EXERCISE REQUIREMENTS: All pictures must be dropped, while the entries are given again word for word.

*** Opening SUPPLIED RECORDS ***

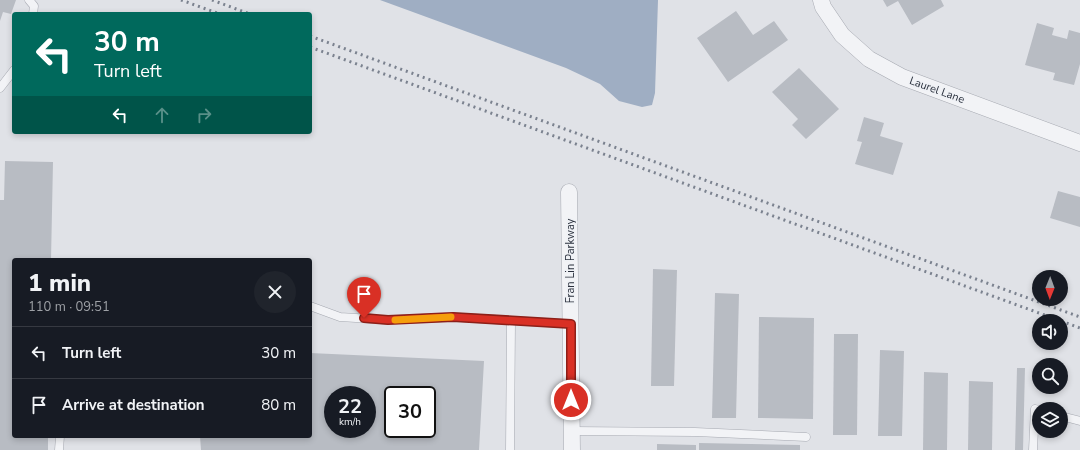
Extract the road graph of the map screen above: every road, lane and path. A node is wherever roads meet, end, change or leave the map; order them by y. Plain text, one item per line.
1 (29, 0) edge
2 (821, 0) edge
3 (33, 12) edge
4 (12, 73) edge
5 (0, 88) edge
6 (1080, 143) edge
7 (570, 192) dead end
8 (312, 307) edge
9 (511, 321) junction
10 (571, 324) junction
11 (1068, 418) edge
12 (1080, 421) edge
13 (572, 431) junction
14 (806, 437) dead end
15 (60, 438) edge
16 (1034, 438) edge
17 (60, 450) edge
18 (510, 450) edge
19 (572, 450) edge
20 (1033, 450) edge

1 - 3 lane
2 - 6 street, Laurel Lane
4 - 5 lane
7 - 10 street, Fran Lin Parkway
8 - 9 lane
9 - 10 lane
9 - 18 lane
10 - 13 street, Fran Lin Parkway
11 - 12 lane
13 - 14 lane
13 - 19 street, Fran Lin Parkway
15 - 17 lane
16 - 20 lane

*** Closing SUPPLIED RECORDS ***

EXERCISE ANSWER:
Extract the road graph of the map screen above: every road, lane and path. A node is wherever roads meet, end, change or leave the map; order them by y. Plain text, one item per line.
1 (29, 0) edge
2 (821, 0) edge
3 (33, 12) edge
4 (12, 73) edge
5 (0, 88) edge
6 (1080, 143) edge
7 (570, 192) dead end
8 (312, 307) edge
9 (511, 321) junction
10 (571, 324) junction
11 (1068, 418) edge
12 (1080, 421) edge
13 (572, 431) junction
14 (806, 437) dead end
15 (60, 438) edge
16 (1034, 438) edge
17 (60, 450) edge
18 (510, 450) edge
19 (572, 450) edge
20 (1033, 450) edge

1 - 3 lane
2 - 6 street, Laurel Lane
4 - 5 lane
7 - 10 street, Fran Lin Parkway
8 - 9 lane
9 - 10 lane
9 - 18 lane
10 - 13 street, Fran Lin Parkway
11 - 12 lane
13 - 14 lane
13 - 19 street, Fran Lin Parkway
15 - 17 lane
16 - 20 lane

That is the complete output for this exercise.